▸ **Work instructions**:
Please copy every line from the records below that contains the string "Left".

(Task input Opens)

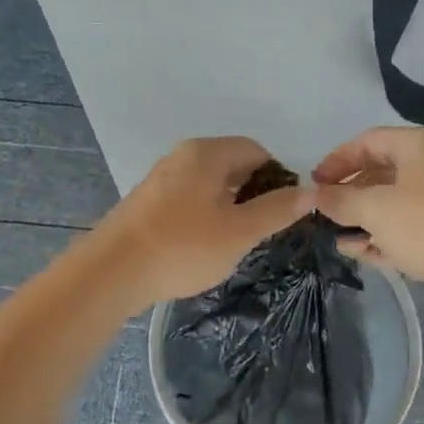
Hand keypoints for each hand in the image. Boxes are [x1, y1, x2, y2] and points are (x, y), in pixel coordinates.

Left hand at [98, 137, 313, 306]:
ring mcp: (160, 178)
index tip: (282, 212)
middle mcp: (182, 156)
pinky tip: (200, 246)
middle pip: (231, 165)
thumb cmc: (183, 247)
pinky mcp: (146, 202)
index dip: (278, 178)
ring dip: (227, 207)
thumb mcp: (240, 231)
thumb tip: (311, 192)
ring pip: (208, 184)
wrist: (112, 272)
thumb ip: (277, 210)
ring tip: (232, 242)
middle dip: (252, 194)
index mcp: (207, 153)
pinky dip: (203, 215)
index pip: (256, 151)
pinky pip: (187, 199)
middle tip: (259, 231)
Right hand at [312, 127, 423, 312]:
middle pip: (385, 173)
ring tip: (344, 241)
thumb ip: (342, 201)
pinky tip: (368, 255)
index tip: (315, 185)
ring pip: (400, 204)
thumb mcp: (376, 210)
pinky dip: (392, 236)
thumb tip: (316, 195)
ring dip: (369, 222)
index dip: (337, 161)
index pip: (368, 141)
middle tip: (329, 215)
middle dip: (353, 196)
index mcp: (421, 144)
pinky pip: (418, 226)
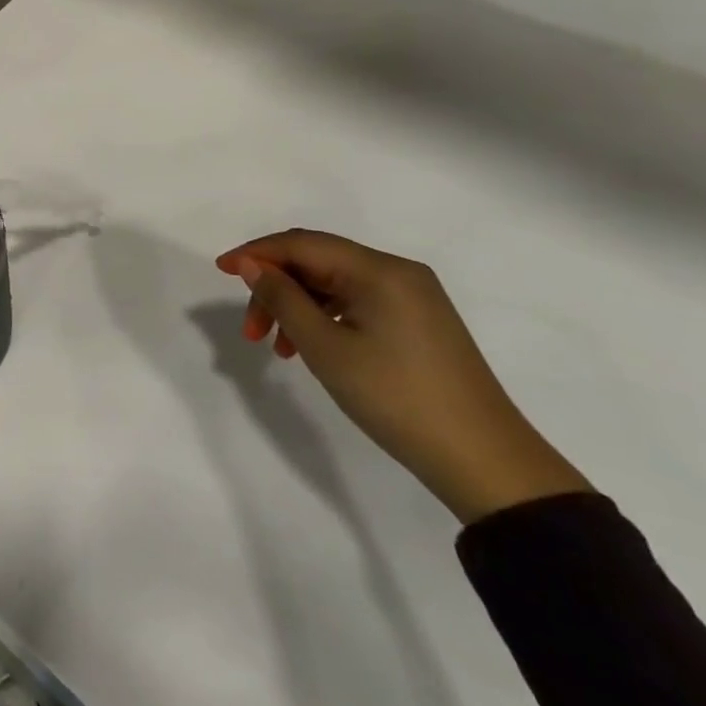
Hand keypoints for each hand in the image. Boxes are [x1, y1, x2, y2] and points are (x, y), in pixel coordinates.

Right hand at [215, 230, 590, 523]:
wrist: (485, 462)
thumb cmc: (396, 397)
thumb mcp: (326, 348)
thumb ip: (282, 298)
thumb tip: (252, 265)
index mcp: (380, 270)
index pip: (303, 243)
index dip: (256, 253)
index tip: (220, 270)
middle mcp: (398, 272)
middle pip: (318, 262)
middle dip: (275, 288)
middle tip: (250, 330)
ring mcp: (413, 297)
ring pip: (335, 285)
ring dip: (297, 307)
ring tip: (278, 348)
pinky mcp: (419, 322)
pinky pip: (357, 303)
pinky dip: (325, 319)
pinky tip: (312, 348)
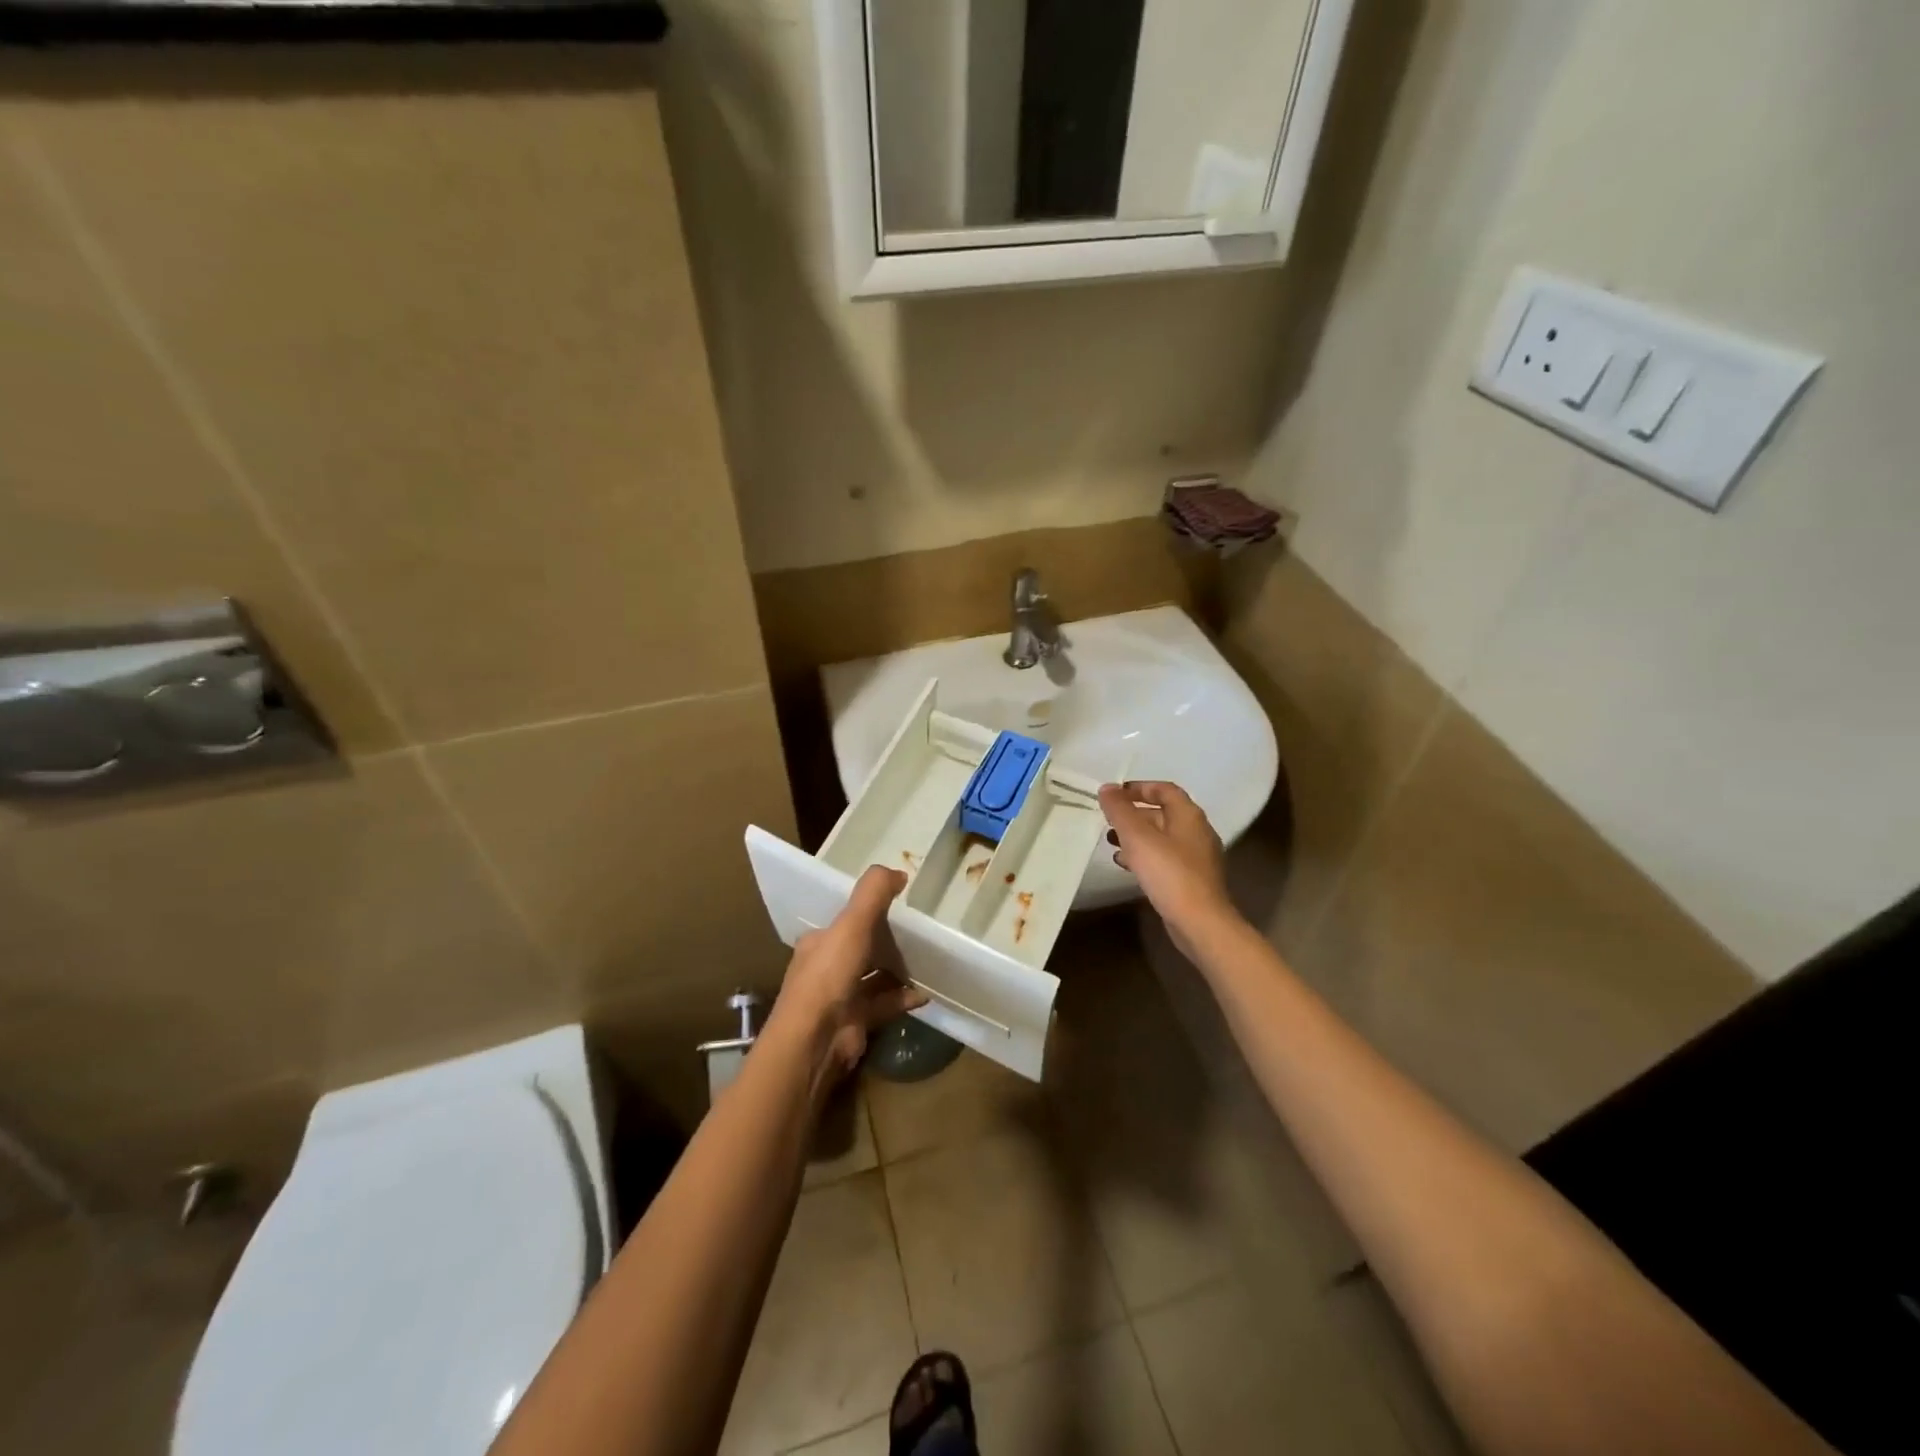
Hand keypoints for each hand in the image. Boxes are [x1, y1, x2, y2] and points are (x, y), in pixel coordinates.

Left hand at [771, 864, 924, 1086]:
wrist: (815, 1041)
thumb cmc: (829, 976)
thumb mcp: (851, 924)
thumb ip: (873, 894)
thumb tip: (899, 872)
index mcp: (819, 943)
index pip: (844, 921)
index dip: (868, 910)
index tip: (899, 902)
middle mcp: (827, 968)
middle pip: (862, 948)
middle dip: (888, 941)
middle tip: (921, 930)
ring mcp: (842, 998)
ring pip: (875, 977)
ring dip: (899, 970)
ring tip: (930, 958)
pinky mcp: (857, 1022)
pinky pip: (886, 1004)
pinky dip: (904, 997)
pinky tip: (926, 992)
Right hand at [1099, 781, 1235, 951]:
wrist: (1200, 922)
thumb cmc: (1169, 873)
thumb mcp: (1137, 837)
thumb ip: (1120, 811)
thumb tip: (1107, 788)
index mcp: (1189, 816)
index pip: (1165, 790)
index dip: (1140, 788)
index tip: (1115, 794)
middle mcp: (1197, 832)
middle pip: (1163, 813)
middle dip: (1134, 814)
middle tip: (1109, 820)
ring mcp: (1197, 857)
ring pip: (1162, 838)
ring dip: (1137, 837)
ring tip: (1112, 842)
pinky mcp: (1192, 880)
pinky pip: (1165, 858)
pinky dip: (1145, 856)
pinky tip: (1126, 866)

(Task input Closes)
(Task input Opens)

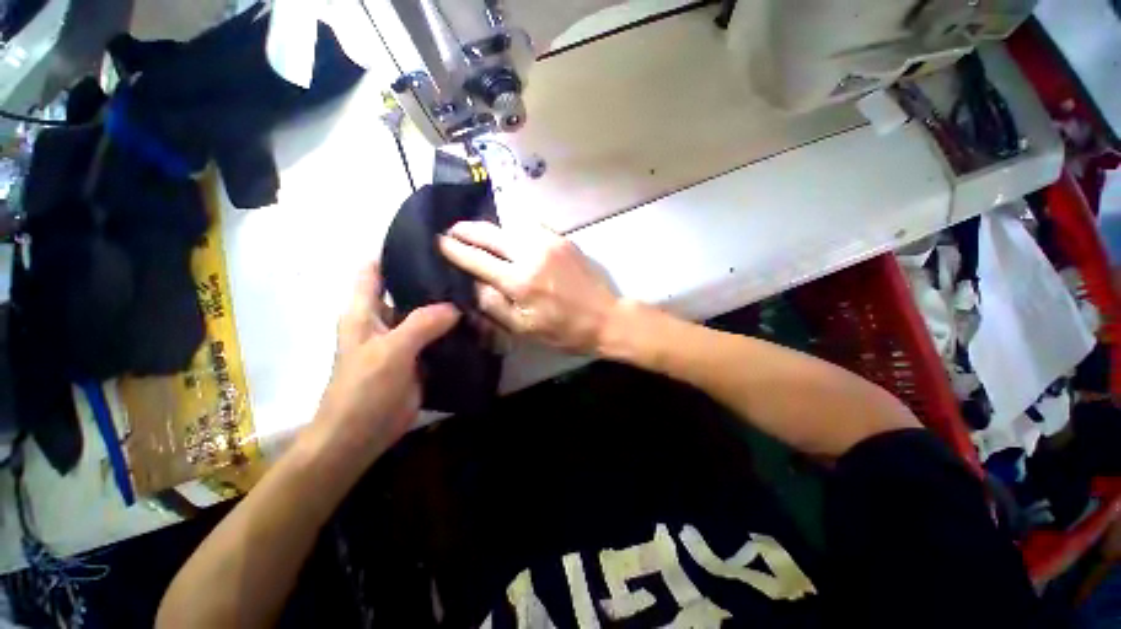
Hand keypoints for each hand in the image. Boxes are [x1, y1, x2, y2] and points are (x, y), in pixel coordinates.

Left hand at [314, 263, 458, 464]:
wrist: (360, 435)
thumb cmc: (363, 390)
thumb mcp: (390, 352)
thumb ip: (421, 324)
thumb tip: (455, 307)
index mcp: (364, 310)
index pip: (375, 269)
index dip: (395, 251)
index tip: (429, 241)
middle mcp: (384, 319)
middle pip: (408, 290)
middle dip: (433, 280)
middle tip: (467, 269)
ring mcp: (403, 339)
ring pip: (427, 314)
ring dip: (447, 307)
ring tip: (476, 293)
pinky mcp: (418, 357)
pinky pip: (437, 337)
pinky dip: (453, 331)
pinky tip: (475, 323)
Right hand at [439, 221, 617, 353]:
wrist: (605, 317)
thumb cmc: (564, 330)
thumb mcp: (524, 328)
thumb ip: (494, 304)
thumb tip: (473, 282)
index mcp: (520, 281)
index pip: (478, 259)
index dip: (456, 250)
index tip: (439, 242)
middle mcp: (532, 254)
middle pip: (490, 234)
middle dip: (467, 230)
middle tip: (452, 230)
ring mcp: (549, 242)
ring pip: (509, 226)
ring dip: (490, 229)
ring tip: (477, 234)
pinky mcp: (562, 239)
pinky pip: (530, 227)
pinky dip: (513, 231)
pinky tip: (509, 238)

(Task input Closes)

▸ **Result of this exercise**:
Left hand at [98, 137, 313, 306]:
Left hand at [771, 864, 924, 1086]:
Left hand at [314, 263, 458, 464]:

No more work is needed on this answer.